TASK INPUTS:
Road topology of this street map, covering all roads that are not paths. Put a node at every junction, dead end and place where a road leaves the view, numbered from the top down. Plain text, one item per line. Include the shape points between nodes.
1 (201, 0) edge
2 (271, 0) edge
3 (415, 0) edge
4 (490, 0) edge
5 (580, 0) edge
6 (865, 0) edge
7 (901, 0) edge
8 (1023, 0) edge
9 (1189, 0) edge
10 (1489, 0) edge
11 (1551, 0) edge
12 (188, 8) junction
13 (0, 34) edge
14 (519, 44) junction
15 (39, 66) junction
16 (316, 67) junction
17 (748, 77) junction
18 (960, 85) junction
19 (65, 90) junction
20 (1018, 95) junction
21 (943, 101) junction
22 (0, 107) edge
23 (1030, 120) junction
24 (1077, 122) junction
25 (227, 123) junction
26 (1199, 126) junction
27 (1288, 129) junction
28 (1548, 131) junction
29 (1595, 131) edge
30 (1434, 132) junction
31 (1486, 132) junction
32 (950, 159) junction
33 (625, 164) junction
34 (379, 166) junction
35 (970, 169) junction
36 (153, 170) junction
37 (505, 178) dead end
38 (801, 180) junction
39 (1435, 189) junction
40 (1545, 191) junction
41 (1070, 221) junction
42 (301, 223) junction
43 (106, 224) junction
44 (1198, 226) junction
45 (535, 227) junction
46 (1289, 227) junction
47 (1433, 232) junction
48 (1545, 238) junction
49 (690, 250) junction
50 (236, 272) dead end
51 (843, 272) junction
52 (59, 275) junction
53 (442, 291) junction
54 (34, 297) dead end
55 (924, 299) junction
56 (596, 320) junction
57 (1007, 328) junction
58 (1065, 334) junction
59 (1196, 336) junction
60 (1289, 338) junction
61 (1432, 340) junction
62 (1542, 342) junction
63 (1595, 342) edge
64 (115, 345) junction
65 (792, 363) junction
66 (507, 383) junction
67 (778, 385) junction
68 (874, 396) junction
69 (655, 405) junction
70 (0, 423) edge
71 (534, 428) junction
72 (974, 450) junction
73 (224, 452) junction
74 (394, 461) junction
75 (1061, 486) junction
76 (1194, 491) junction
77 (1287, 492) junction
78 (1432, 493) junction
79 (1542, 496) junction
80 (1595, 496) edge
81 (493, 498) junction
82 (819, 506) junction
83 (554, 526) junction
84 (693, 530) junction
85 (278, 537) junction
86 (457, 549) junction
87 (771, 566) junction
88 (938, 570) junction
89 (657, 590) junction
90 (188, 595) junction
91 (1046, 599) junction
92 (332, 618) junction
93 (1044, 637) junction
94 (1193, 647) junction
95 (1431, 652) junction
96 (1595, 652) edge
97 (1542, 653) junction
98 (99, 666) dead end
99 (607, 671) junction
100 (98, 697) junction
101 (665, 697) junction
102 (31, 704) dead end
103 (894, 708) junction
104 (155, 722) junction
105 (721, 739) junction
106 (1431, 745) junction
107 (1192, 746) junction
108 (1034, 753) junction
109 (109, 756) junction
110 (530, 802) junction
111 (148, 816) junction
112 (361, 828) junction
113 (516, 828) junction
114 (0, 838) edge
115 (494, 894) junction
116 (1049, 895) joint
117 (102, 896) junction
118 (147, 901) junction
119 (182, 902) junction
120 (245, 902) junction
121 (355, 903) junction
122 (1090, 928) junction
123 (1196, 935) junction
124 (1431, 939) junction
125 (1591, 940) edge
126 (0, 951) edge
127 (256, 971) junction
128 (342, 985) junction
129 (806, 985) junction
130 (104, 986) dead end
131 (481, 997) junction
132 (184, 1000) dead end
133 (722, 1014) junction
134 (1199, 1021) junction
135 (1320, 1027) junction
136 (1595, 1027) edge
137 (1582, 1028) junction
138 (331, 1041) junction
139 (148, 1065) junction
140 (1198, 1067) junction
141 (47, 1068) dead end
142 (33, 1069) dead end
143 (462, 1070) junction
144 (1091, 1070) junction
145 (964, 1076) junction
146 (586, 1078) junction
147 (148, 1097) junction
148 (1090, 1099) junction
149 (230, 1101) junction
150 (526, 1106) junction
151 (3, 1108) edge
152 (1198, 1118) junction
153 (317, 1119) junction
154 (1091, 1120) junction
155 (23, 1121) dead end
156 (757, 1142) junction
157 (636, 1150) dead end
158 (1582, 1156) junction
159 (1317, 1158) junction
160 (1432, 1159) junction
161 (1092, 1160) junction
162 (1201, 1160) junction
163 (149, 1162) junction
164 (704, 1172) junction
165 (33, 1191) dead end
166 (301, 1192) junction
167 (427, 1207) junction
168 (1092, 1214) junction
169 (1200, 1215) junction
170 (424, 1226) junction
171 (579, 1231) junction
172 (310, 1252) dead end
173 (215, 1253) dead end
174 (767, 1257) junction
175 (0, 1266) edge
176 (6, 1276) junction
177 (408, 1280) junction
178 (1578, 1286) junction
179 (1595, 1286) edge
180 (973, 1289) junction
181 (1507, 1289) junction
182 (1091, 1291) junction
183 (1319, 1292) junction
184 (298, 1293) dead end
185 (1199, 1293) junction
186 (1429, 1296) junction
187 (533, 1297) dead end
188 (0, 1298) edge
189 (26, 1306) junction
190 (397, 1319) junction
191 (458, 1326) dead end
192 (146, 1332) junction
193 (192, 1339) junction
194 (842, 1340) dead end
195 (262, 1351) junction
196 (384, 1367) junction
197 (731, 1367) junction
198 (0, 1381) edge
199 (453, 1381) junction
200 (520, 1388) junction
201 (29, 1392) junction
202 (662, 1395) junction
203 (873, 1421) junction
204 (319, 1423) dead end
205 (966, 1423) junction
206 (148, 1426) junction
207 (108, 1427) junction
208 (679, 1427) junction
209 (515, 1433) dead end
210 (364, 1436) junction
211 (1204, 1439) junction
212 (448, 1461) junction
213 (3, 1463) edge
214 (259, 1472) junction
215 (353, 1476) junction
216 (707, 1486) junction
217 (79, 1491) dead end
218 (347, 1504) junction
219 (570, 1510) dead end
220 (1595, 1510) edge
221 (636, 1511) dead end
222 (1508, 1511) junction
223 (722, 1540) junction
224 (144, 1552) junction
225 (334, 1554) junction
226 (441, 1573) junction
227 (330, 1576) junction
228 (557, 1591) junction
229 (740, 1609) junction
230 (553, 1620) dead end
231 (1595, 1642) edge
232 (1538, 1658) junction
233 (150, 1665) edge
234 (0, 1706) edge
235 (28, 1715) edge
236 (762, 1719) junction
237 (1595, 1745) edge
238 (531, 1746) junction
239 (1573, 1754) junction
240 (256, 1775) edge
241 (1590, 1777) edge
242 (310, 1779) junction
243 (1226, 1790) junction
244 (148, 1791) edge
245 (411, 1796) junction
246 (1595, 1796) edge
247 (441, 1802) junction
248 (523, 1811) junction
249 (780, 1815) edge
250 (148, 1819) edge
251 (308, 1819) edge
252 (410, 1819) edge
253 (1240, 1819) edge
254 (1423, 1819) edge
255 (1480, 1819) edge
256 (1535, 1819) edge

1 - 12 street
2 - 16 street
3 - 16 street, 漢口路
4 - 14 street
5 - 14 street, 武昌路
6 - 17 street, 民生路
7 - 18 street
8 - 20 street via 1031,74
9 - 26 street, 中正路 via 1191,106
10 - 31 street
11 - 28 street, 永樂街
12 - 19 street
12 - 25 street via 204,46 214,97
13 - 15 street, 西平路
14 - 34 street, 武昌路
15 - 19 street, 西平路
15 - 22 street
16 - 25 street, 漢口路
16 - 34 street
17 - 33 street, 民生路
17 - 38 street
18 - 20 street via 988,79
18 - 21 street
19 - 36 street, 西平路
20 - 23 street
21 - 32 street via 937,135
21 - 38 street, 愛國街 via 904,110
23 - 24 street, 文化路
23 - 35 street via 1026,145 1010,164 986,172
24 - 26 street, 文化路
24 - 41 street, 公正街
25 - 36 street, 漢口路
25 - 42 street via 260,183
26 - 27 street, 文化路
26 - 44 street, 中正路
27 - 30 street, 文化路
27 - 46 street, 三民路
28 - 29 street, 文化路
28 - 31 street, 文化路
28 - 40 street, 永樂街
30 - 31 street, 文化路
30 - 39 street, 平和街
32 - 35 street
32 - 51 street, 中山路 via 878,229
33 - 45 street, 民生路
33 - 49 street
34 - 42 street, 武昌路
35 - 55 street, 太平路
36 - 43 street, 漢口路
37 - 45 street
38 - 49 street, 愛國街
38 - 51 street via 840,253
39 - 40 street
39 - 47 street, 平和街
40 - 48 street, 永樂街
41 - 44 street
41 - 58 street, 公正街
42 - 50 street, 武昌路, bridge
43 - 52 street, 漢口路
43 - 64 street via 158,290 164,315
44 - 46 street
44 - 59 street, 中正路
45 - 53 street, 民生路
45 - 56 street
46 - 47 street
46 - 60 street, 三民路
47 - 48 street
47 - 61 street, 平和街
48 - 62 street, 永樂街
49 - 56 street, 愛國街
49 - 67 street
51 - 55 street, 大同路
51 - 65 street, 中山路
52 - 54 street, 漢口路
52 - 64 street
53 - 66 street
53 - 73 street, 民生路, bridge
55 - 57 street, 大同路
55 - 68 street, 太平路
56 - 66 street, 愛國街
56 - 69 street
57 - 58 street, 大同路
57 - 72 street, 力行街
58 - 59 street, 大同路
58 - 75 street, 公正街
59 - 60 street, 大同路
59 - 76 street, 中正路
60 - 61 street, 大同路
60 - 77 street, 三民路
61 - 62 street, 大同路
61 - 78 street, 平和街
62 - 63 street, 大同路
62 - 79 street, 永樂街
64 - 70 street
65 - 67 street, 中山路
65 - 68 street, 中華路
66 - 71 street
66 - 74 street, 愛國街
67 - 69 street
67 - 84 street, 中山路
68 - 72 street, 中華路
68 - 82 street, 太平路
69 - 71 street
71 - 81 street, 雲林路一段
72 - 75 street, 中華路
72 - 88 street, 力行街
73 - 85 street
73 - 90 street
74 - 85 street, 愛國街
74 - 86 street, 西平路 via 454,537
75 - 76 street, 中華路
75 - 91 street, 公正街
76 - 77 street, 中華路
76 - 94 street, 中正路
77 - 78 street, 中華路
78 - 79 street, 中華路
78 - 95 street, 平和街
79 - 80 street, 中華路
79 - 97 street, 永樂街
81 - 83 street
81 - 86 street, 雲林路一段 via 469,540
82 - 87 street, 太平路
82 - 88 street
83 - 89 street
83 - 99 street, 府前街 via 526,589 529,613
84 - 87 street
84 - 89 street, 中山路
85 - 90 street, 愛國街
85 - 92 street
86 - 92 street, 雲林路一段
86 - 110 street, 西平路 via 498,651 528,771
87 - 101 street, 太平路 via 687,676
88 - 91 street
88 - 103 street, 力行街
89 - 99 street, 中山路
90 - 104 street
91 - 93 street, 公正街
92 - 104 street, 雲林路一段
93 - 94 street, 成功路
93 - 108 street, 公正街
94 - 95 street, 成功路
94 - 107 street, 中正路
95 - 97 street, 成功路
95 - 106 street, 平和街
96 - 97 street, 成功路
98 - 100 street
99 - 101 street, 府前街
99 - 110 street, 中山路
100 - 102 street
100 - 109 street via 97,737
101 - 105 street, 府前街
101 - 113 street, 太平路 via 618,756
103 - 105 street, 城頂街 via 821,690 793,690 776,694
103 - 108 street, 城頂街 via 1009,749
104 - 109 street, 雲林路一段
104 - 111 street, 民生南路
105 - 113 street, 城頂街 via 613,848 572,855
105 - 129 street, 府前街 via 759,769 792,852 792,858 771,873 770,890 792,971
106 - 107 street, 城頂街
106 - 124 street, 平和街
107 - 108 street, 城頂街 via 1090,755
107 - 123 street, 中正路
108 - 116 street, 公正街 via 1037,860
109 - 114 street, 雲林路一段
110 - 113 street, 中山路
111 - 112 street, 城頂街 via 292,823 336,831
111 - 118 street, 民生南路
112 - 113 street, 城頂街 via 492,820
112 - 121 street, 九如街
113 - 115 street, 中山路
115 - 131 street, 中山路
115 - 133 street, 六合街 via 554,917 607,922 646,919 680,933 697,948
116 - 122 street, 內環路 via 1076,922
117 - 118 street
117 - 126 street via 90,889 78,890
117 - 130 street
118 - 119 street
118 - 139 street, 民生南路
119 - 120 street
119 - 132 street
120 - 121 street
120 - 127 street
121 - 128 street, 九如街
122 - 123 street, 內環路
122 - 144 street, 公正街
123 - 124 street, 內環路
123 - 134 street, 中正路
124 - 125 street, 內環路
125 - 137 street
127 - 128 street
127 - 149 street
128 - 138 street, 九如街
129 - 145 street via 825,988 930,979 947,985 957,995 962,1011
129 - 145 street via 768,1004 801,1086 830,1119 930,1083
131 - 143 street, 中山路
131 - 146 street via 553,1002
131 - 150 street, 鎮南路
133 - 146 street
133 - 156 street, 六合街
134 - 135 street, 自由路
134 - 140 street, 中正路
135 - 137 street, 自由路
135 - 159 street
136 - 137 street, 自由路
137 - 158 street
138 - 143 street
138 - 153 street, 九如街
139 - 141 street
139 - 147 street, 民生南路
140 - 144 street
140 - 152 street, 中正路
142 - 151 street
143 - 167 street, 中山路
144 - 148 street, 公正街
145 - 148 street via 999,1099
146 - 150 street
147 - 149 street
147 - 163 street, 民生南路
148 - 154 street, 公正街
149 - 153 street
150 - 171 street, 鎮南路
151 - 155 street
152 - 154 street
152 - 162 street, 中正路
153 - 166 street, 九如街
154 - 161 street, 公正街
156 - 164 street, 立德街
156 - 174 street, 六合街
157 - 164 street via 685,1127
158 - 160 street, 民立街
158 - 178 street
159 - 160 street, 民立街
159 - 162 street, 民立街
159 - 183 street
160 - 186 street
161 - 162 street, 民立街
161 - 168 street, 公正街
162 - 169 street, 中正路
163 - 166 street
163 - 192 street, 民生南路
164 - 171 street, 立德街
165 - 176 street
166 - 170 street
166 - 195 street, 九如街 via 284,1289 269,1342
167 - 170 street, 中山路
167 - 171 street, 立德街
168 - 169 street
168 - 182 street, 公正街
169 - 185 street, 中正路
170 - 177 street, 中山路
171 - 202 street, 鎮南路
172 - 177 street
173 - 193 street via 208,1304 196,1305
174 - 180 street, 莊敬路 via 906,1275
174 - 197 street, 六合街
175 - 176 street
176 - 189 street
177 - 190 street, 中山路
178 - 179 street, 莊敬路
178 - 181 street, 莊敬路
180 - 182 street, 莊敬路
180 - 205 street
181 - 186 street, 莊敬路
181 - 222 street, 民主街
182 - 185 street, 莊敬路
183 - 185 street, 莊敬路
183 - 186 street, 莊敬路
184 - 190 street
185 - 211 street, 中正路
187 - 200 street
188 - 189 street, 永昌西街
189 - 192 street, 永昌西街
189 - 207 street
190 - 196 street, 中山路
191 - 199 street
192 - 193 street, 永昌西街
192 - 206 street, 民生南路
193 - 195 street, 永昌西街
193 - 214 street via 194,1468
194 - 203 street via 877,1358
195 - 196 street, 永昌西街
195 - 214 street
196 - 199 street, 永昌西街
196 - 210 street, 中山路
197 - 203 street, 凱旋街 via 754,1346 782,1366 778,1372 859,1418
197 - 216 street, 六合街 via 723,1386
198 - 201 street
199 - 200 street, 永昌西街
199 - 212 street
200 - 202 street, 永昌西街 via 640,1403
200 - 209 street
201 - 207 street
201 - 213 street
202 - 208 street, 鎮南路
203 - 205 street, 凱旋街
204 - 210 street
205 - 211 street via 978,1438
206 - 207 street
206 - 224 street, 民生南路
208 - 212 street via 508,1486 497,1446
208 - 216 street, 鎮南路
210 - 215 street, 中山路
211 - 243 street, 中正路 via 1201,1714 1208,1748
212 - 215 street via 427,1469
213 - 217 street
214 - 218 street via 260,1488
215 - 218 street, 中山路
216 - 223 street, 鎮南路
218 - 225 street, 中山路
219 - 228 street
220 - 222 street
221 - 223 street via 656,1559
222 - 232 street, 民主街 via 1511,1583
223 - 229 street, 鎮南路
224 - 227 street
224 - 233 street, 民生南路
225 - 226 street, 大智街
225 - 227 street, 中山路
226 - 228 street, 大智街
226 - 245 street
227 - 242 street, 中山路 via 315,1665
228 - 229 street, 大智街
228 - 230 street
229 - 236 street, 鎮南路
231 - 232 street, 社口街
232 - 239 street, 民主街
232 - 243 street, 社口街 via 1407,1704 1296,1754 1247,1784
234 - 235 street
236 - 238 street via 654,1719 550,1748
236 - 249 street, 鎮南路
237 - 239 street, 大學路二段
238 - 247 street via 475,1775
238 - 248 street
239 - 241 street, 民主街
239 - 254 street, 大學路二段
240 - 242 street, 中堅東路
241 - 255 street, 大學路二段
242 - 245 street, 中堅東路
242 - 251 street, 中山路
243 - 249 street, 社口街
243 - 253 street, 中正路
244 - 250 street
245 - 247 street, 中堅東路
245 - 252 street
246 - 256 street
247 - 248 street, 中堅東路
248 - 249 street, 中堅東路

TASK TO COMPLETE:
For this exercise, return every line from the data that holds the string "大學路二段".

RESULT:
237 - 239 street, 大學路二段
239 - 254 street, 大學路二段
241 - 255 street, 大學路二段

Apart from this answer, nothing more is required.